Tally every line of the material where "bridge" occurs, then write the total by itself.
[ENTRIES SUPPLIED Boundary: Start]
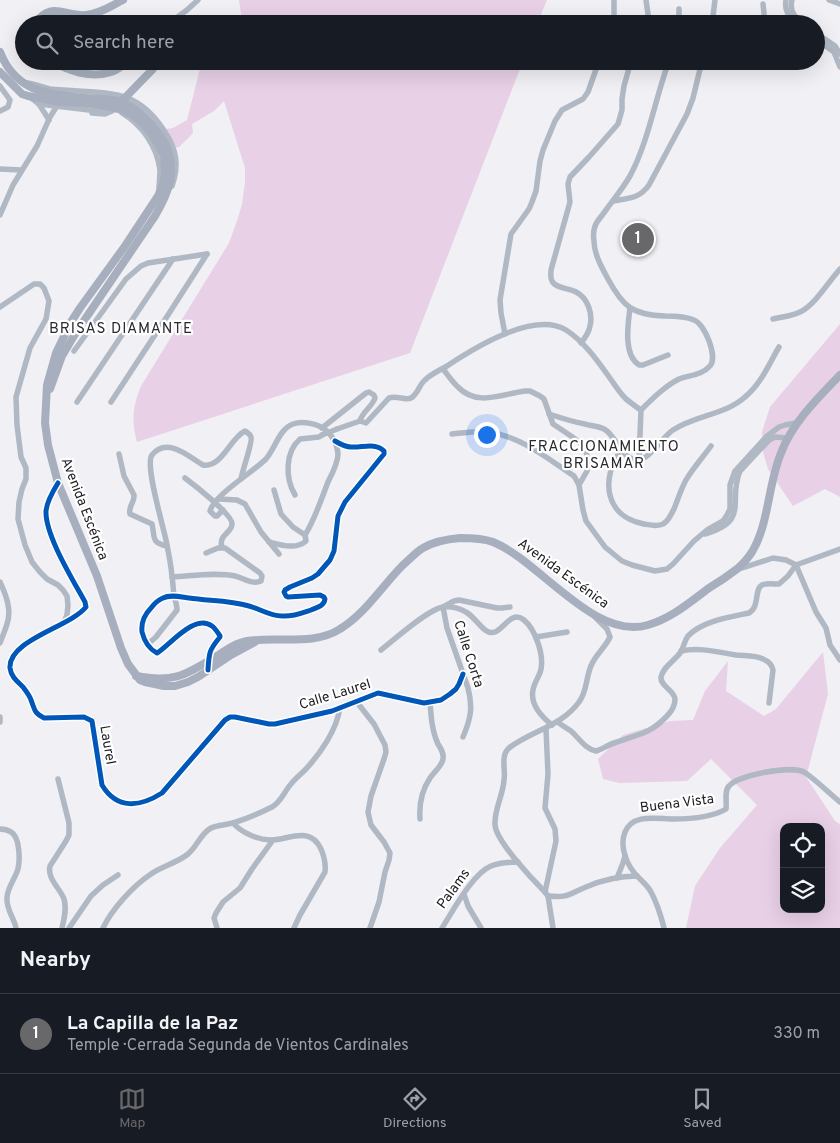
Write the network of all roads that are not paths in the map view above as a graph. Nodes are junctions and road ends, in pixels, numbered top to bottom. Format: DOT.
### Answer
graph roads {
  1 [pos="123,0"];
  2 [pos="198,0"];
  3 [pos="614,0"];
  4 [pos="646,0"];
  5 [pos="715,0"];
  6 [pos="786,0"];
  7 [pos="792,0"];
  8 [pos="829,0"];
  9 [pos="763,4"];
  10 [pos="840,4"];
  11 [pos="679,9"];
  12 [pos="42,15"];
  13 [pos="80,15"];
  14 [pos="88,15"];
  15 [pos="180,15"];
  16 [pos="614,15"];
  17 [pos="648,15"];
  18 [pos="679,15"];
  19 [pos="713,15"];
  20 [pos="764,15"];
  21 [pos="788,15"];
  22 [pos="794,15"];
  23 [pos="825,39"];
  24 [pos="825,46"];
  25 [pos="0,52"];
  26 [pos="840,54"];
  27 [pos="840,67"];
  28 [pos="69,70"];
  29 [pos="115,70"];
  30 [pos="152,70"];
  31 [pos="596,70"];
  32 [pos="628,70"];
  33 [pos="666,70"];
  34 [pos="700,70"];
  35 [pos="0,72"];
  36 [pos="22,81"];
  37 [pos="0,86"];
  38 [pos="28,96"];
  39 [pos="126,97"];
  40 [pos="84,101"];
  41 [pos="39,104"];
  42 [pos="57,106"];
  43 [pos="114,110"];
  44 [pos="0,111"];
  45 [pos="49,120"];
  46 [pos="0,169"];
  47 [pos="21,170"];
  48 [pos="162,198"];
  49 [pos="613,201"];
  50 [pos="0,214"];
  51 [pos="174,259"];
  52 [pos="840,269"];
  53 [pos="101,280"];
  54 [pos="93,306"];
  55 [pos="0,307"];
  56 [pos="630,308"];
  57 [pos="102,312"];
  58 [pos="773,319"];
  59 [pos="71,322"];
  60 [pos="505,334"];
  61 [pos="581,343"];
  62 [pos="779,347"];
  63 [pos="74,351"];
  64 [pos="668,354"];
  65 [pos="443,368"];
  66 [pos="840,375"];
  67 [pos="46,398"];
  68 [pos="77,402"];
  69 [pos="111,402"];
  70 [pos="641,410"];
  71 [pos="549,414"];
  72 [pos="360,421"];
  73 [pos="796,423"];
  74 [pos="322,428"];
  75 [pos="452,434"];
  76 [pos="787,438"];
  77 [pos="335,441"];
  78 [pos="711,446"];
  79 [pos="348,447"];
  80 [pos="621,450"];
  81 [pos="119,454"];
  82 [pos="338,459"];
  83 [pos="639,460"];
  84 [pos="185,478"];
  85 [pos="241,479"];
  86 [pos="58,482"];
  87 [pos="579,485"];
  88 [pos="274,490"];
  89 [pos="295,495"];
  90 [pos="217,501"];
  91 [pos="223,510"];
  92 [pos="305,535"];
  93 [pos="701,536"];
  94 [pos="269,542"];
  95 [pos="168,546"];
  96 [pos="222,547"];
  97 [pos="840,549"];
  98 [pos="206,553"];
  99 [pos="279,554"];
  100 [pos="796,566"];
  101 [pos="737,569"];
  102 [pos="173,580"];
  103 [pos="0,582"];
  104 [pos="174,596"];
  105 [pos="164,597"];
  106 [pos="183,604"];
  107 [pos="510,606"];
  108 [pos="443,607"];
  109 [pos="593,615"];
  110 [pos="64,623"];
  111 [pos="567,632"];
  112 [pos="536,637"];
  113 [pos="260,640"];
  114 [pos="0,643"];
  115 [pos="148,644"];
  116 [pos="381,650"];
  117 [pos="681,651"];
  118 [pos="840,660"];
  119 [pos="209,661"];
  120 [pos="208,670"];
  121 [pos="463,674"];
  122 [pos="136,676"];
  123 [pos="356,701"];
  124 [pos="430,702"];
  125 [pos="769,703"];
  126 [pos="340,708"];
  127 [pos="0,717"];
  128 [pos="230,717"];
  129 [pos="0,722"];
  130 [pos="554,723"];
  131 [pos="546,729"];
  132 [pos="463,737"];
  133 [pos="58,779"];
  134 [pos="840,802"];
  135 [pos="420,819"];
  136 [pos="233,822"];
  137 [pos="0,829"];
  138 [pos="273,840"];
  139 [pos="624,856"];
  140 [pos="518,862"];
  141 [pos="118,875"];
  142 [pos="637,876"];
  143 [pos="617,878"];
  144 [pos="464,894"];
  145 [pos="546,894"];
  146 [pos="16,928"];
  147 [pos="62,928"];
  148 [pos="69,928"];
  149 [pos="103,928"];
  150 [pos="217,928"];
  151 [pos="294,928"];
  152 [pos="370,928"];
  153 [pos="442,928"];
  154 [pos="480,928"];
  155 [pos="553,928"];
  156 [pos="664,928"];
  1 -- 14 [label="main road"];
  2 -- 15 [label="street"];
  3 -- 16 [label="street"];
  4 -- 17 [label="street"];
  5 -- 19 [label="street"];
  6 -- 21 [label="street"];
  7 -- 22 [label="street"];
  8 -- 10 [label="street"];
  9 -- 20 [label="street"];
  11 -- 18 [label="street"];
  12 -- 13 [label="main road"];
  23 -- 26 [label="street"];
  24 -- 27 [label="street"];
  25 -- 36 [label="main road"];
  28 -- 29 [label="main road"];
  30 -- 39 [label="main road"];
  31 -- 60 [label="street"];
  32 -- 61 [label="street"];
  33 -- 49 [label="street"];
  34 -- 49 [label="street"];
  35 -- 38 [label="main road"];
  36 -- 39 [label="street"];
  36 -- 40 [label="main road"];
  37 -- 44 [label="street"];
  38 -- 40 [label="main road"];
  38 -- 41 [label="street"];
  39 -- 43 [label="main road"];
  39 -- 48 [label="street"];
  40 -- 48 [label="main road, bridge"];
  41 -- 42 [label="street"];
  41 -- 45 [label="street"];
  42 -- 43 [label="street"];
  42 -- 45 [label="street"];
  43 -- 45 [label="street"];
  43 -- 48 [label="street"];
  45 -- 47 [label="street"];
  46 -- 47 [label="street"];
  47 -- 50 [label="street"];
  48 -- 53 [label="main road, Avenida Escénica"];
  48 -- 54 [label="main road"];
  49 -- 56 [label="street"];
  51 -- 57 [label="street"];
  51 -- 68 [label="street"];
  51 -- 69 [label="street"];
  52 -- 58 [label="street"];
  53 -- 54 [label="main road"];
  53 -- 59 [label="main road, Avenida Escénica"];
  54 -- 57 [label="street"];
  54 -- 59 [label="main road"];
  54 -- 67 [label="main road"];
  55 -- 110 [label="street"];
  56 -- 64 [label="street"];
  56 -- 70 [label="street"];
  57 -- 63 [label="street"];
  59 -- 67 [label="main road, Avenida Escénica"];
  60 -- 61 [label="street"];
  60 -- 65 [label="street"];
  61 -- 70 [label="street"];
  62 -- 83 [label="street"];
  65 -- 71 [label="street"];
  65 -- 72 [label="street"];
  66 -- 73 [label="main road, Avenida Escénica"];
  67 -- 86 [label="main road, Avenida Escénica"];
  70 -- 83 [label="street"];
  71 -- 80 [label="street"];
  71 -- 87 [label="street"];
  72 -- 74 [label="street"];
  72 -- 89 [label="street, bridge"];
  73 -- 76 [label="main road, Avenida Escénica"];
  73 -- 93 [label="street"];
  74 -- 77 [label="street"];
  74 -- 85 [label="street"];
  75 -- 87 [label="street"];
  76 -- 93 [label="street"];
  76 -- 101 [label="main road, Avenida Escénica"];
  77 -- 79 [label="street"];
  77 -- 82 [label="street"];
  78 -- 80 [label="street"];
  79 -- 82 [label="street"];
  79 -- 106 [label="street"];
  80 -- 83 [label="street"];
  81 -- 95 [label="street"];
  82 -- 92 [label="street"];
  84 -- 90 [label="street"];
  85 -- 90 [label="street"];
  85 -- 95 [label="street"];
  86 -- 110 [label="street, Laurel"];
  86 -- 122 [label="main road, Avenida Escénica"];
  87 -- 93 [label="street"];
  88 -- 92 [label="street"];
  90 -- 91 [label="street"];
  90 -- 91 [label="street"];
  90 -- 94 [label="street"];
  91 -- 96 [label="street"];
  92 -- 94 [label="street"];
  94 -- 99 [label="street"];
  95 -- 102 [label="street"];
  96 -- 98 [label="street"];
  96 -- 102 [label="street"];
  97 -- 100 [label="street"];
  100 -- 101 [label="street"];
  100 -- 117 [label="street"];
  100 -- 118 [label="street"];
  101 -- 109 [label="main road, Avenida Escénica"];
  102 -- 104 [label="street"];
  102 -- 105 [label="street"];
  103 -- 114 [label="street"];
  104 -- 105 [label="street"];
  104 -- 106 [label="street"];
  104 -- 106 [label="street"];
  105 -- 115 [label="street"];
  106 -- 115 [label="street"];
  107 -- 108 [label="street"];
  108 -- 112 [label="street"];
  108 -- 116 [label="street"];
  108 -- 121 [label="street, Calle Corta"];
  109 -- 113 [label="main road, Avenida Escénica"];
  109 -- 130 [label="street"];
  110 -- 128 [label="street, Laurel"];
  111 -- 112 [label="street"];
  112 -- 130 [label="street"];
  113 -- 119 [label="main road, Avenida Escénica"];
  113 -- 120 [label="main road, Avenida Escénica"];
  115 -- 119 [label="street"];
  117 -- 125 [label="street"];
  117 -- 130 [label="street"];
  119 -- 120 [label="street"];
  119 -- 122 [label="main road, Avenida Escénica"];
  120 -- 122 [label="main road, Avenida Escénica"];
  121 -- 124 [label="street"];
  121 -- 132 [label="street, Calle Corta"];
  123 -- 124 [label="street, Calle Laurel"];
  123 -- 126 [label="street, Calle Laurel"];
  123 -- 152 [label="street"];
  124 -- 135 [label="street"];
  126 -- 128 [label="street, Calle Laurel"];
  126 -- 136 [label="street"];
  127 -- 129 [label="street"];
  130 -- 131 [label="street"];
  131 -- 140 [label="street"];
  131 -- 145 [label="street"];
  133 -- 147 [label="street"];
  134 -- 139 [label="street, Buena Vista"];
  136 -- 138 [label="street"];
  136 -- 149 [label="street"];
  137 -- 146 [label="street"];
  138 -- 150 [label="street"];
  138 -- 151 [label="street"];
  139 -- 142 [label="street"];
  139 -- 143 [label="street"];
  140 -- 144 [label="street, Palams"];
  140 -- 145 [label="street"];
  141 -- 148 [label="street"];
  142 -- 143 [label="street"];
  142 -- 156 [label="street"];
  143 -- 145 [label="street"];
  144 -- 153 [label="street, Palams"];
  144 -- 154 [label="street"];
  145 -- 155 [label="street"];
}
[ENTRIES SUPPLIED Boundary: End]
**TASK SOLUTION:** 2